__Task to complete__:
What is needed is a verbatim copy of each record below.

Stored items
● ● ● ● ●
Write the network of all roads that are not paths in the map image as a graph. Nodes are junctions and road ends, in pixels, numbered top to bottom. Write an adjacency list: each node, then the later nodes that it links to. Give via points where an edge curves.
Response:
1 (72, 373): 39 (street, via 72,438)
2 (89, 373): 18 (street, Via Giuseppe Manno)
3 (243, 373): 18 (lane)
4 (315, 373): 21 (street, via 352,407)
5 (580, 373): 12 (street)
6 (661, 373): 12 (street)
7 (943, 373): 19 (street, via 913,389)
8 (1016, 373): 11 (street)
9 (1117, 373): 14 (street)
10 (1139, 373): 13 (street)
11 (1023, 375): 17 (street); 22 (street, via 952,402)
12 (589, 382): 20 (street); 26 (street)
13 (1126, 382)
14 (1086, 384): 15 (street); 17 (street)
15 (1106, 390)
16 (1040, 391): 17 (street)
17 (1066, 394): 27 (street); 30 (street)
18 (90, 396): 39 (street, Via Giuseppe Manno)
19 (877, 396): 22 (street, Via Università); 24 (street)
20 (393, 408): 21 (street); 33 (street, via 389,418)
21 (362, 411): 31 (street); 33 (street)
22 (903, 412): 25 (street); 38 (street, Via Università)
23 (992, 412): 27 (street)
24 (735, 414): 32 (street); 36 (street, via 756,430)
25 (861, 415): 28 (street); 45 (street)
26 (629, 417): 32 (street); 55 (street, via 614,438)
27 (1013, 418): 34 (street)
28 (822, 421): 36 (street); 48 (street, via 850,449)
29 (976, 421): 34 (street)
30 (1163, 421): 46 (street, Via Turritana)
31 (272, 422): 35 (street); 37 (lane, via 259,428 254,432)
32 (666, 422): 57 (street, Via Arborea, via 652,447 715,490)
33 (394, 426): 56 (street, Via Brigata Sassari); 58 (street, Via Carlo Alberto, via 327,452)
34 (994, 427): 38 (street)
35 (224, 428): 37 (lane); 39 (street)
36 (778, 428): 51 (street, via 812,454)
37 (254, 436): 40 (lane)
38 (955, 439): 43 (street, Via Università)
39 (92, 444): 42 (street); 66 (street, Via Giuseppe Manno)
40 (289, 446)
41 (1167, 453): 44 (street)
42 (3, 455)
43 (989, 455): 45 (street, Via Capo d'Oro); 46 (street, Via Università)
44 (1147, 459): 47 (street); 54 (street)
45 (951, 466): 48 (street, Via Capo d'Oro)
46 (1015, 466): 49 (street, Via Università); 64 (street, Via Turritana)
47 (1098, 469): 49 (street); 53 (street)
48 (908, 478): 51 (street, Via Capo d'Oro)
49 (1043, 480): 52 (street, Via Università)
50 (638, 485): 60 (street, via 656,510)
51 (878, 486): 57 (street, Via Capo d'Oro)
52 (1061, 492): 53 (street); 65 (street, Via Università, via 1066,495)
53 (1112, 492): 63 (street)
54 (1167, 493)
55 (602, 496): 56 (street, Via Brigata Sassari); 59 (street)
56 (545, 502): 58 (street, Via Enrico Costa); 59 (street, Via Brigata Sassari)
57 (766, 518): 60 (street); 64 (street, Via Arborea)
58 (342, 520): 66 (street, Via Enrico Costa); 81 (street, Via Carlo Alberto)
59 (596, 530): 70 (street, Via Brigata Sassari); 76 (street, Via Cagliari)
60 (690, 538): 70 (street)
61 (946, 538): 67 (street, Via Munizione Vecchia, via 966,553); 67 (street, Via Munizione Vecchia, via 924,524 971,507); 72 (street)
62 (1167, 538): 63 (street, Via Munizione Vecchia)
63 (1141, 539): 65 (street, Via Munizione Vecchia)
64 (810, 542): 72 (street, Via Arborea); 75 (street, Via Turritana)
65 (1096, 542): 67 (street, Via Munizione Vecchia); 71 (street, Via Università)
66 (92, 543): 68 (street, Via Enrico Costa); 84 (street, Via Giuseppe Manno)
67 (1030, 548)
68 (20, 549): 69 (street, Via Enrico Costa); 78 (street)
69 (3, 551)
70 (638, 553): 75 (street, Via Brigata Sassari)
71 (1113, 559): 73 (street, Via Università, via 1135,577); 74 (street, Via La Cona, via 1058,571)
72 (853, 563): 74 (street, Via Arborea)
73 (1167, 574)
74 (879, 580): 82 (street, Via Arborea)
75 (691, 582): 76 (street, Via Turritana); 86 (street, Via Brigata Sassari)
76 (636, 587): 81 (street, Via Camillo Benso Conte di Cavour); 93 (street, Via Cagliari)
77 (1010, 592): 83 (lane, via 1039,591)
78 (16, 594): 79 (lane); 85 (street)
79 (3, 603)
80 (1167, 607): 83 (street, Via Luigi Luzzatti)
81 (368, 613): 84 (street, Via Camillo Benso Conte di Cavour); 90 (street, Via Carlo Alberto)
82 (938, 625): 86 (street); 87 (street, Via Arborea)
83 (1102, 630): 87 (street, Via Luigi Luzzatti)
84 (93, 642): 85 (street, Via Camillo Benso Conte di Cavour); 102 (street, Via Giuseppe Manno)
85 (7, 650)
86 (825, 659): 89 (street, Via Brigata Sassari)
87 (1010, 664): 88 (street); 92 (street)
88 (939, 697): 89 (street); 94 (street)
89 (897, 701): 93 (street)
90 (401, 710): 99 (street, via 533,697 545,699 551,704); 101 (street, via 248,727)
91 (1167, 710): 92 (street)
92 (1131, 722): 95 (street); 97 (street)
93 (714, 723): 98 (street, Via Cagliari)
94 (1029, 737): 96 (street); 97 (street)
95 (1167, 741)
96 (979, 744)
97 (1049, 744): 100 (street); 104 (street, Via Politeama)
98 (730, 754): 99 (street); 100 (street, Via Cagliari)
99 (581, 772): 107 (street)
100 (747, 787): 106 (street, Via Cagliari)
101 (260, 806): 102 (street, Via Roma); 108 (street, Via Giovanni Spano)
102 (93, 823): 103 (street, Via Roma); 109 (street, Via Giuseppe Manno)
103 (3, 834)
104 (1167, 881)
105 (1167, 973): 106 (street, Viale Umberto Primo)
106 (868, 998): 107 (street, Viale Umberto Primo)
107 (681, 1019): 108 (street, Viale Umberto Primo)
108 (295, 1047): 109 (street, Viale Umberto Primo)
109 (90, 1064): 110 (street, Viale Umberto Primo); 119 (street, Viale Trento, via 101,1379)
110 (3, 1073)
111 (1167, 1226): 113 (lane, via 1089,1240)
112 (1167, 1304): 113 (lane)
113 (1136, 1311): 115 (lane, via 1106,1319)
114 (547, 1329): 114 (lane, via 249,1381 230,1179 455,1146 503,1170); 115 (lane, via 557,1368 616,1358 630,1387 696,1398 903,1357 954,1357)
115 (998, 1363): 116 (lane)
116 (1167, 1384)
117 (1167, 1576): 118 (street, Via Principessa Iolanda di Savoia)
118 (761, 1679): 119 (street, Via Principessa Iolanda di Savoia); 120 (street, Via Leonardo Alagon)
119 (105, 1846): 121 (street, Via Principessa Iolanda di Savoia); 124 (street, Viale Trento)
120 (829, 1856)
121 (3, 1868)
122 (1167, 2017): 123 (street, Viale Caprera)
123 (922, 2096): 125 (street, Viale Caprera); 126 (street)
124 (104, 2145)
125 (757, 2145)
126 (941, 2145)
● ● ● ● ●
__Output for this task__:
Write the network of all roads that are not paths in the map image as a graph. Nodes are junctions and road ends, in pixels, numbered top to bottom. Write an adjacency list: each node, then the later nodes that it links to. Give via points where an edge curves.
Response:
1 (72, 373): 39 (street, via 72,438)
2 (89, 373): 18 (street, Via Giuseppe Manno)
3 (243, 373): 18 (lane)
4 (315, 373): 21 (street, via 352,407)
5 (580, 373): 12 (street)
6 (661, 373): 12 (street)
7 (943, 373): 19 (street, via 913,389)
8 (1016, 373): 11 (street)
9 (1117, 373): 14 (street)
10 (1139, 373): 13 (street)
11 (1023, 375): 17 (street); 22 (street, via 952,402)
12 (589, 382): 20 (street); 26 (street)
13 (1126, 382)
14 (1086, 384): 15 (street); 17 (street)
15 (1106, 390)
16 (1040, 391): 17 (street)
17 (1066, 394): 27 (street); 30 (street)
18 (90, 396): 39 (street, Via Giuseppe Manno)
19 (877, 396): 22 (street, Via Università); 24 (street)
20 (393, 408): 21 (street); 33 (street, via 389,418)
21 (362, 411): 31 (street); 33 (street)
22 (903, 412): 25 (street); 38 (street, Via Università)
23 (992, 412): 27 (street)
24 (735, 414): 32 (street); 36 (street, via 756,430)
25 (861, 415): 28 (street); 45 (street)
26 (629, 417): 32 (street); 55 (street, via 614,438)
27 (1013, 418): 34 (street)
28 (822, 421): 36 (street); 48 (street, via 850,449)
29 (976, 421): 34 (street)
30 (1163, 421): 46 (street, Via Turritana)
31 (272, 422): 35 (street); 37 (lane, via 259,428 254,432)
32 (666, 422): 57 (street, Via Arborea, via 652,447 715,490)
33 (394, 426): 56 (street, Via Brigata Sassari); 58 (street, Via Carlo Alberto, via 327,452)
34 (994, 427): 38 (street)
35 (224, 428): 37 (lane); 39 (street)
36 (778, 428): 51 (street, via 812,454)
37 (254, 436): 40 (lane)
38 (955, 439): 43 (street, Via Università)
39 (92, 444): 42 (street); 66 (street, Via Giuseppe Manno)
40 (289, 446)
41 (1167, 453): 44 (street)
42 (3, 455)
43 (989, 455): 45 (street, Via Capo d'Oro); 46 (street, Via Università)
44 (1147, 459): 47 (street); 54 (street)
45 (951, 466): 48 (street, Via Capo d'Oro)
46 (1015, 466): 49 (street, Via Università); 64 (street, Via Turritana)
47 (1098, 469): 49 (street); 53 (street)
48 (908, 478): 51 (street, Via Capo d'Oro)
49 (1043, 480): 52 (street, Via Università)
50 (638, 485): 60 (street, via 656,510)
51 (878, 486): 57 (street, Via Capo d'Oro)
52 (1061, 492): 53 (street); 65 (street, Via Università, via 1066,495)
53 (1112, 492): 63 (street)
54 (1167, 493)
55 (602, 496): 56 (street, Via Brigata Sassari); 59 (street)
56 (545, 502): 58 (street, Via Enrico Costa); 59 (street, Via Brigata Sassari)
57 (766, 518): 60 (street); 64 (street, Via Arborea)
58 (342, 520): 66 (street, Via Enrico Costa); 81 (street, Via Carlo Alberto)
59 (596, 530): 70 (street, Via Brigata Sassari); 76 (street, Via Cagliari)
60 (690, 538): 70 (street)
61 (946, 538): 67 (street, Via Munizione Vecchia, via 966,553); 67 (street, Via Munizione Vecchia, via 924,524 971,507); 72 (street)
62 (1167, 538): 63 (street, Via Munizione Vecchia)
63 (1141, 539): 65 (street, Via Munizione Vecchia)
64 (810, 542): 72 (street, Via Arborea); 75 (street, Via Turritana)
65 (1096, 542): 67 (street, Via Munizione Vecchia); 71 (street, Via Università)
66 (92, 543): 68 (street, Via Enrico Costa); 84 (street, Via Giuseppe Manno)
67 (1030, 548)
68 (20, 549): 69 (street, Via Enrico Costa); 78 (street)
69 (3, 551)
70 (638, 553): 75 (street, Via Brigata Sassari)
71 (1113, 559): 73 (street, Via Università, via 1135,577); 74 (street, Via La Cona, via 1058,571)
72 (853, 563): 74 (street, Via Arborea)
73 (1167, 574)
74 (879, 580): 82 (street, Via Arborea)
75 (691, 582): 76 (street, Via Turritana); 86 (street, Via Brigata Sassari)
76 (636, 587): 81 (street, Via Camillo Benso Conte di Cavour); 93 (street, Via Cagliari)
77 (1010, 592): 83 (lane, via 1039,591)
78 (16, 594): 79 (lane); 85 (street)
79 (3, 603)
80 (1167, 607): 83 (street, Via Luigi Luzzatti)
81 (368, 613): 84 (street, Via Camillo Benso Conte di Cavour); 90 (street, Via Carlo Alberto)
82 (938, 625): 86 (street); 87 (street, Via Arborea)
83 (1102, 630): 87 (street, Via Luigi Luzzatti)
84 (93, 642): 85 (street, Via Camillo Benso Conte di Cavour); 102 (street, Via Giuseppe Manno)
85 (7, 650)
86 (825, 659): 89 (street, Via Brigata Sassari)
87 (1010, 664): 88 (street); 92 (street)
88 (939, 697): 89 (street); 94 (street)
89 (897, 701): 93 (street)
90 (401, 710): 99 (street, via 533,697 545,699 551,704); 101 (street, via 248,727)
91 (1167, 710): 92 (street)
92 (1131, 722): 95 (street); 97 (street)
93 (714, 723): 98 (street, Via Cagliari)
94 (1029, 737): 96 (street); 97 (street)
95 (1167, 741)
96 (979, 744)
97 (1049, 744): 100 (street); 104 (street, Via Politeama)
98 (730, 754): 99 (street); 100 (street, Via Cagliari)
99 (581, 772): 107 (street)
100 (747, 787): 106 (street, Via Cagliari)
101 (260, 806): 102 (street, Via Roma); 108 (street, Via Giovanni Spano)
102 (93, 823): 103 (street, Via Roma); 109 (street, Via Giuseppe Manno)
103 (3, 834)
104 (1167, 881)
105 (1167, 973): 106 (street, Viale Umberto Primo)
106 (868, 998): 107 (street, Viale Umberto Primo)
107 (681, 1019): 108 (street, Viale Umberto Primo)
108 (295, 1047): 109 (street, Viale Umberto Primo)
109 (90, 1064): 110 (street, Viale Umberto Primo); 119 (street, Viale Trento, via 101,1379)
110 (3, 1073)
111 (1167, 1226): 113 (lane, via 1089,1240)
112 (1167, 1304): 113 (lane)
113 (1136, 1311): 115 (lane, via 1106,1319)
114 (547, 1329): 114 (lane, via 249,1381 230,1179 455,1146 503,1170); 115 (lane, via 557,1368 616,1358 630,1387 696,1398 903,1357 954,1357)
115 (998, 1363): 116 (lane)
116 (1167, 1384)
117 (1167, 1576): 118 (street, Via Principessa Iolanda di Savoia)
118 (761, 1679): 119 (street, Via Principessa Iolanda di Savoia); 120 (street, Via Leonardo Alagon)
119 (105, 1846): 121 (street, Via Principessa Iolanda di Savoia); 124 (street, Viale Trento)
120 (829, 1856)
121 (3, 1868)
122 (1167, 2017): 123 (street, Viale Caprera)
123 (922, 2096): 125 (street, Viale Caprera); 126 (street)
124 (104, 2145)
125 (757, 2145)
126 (941, 2145)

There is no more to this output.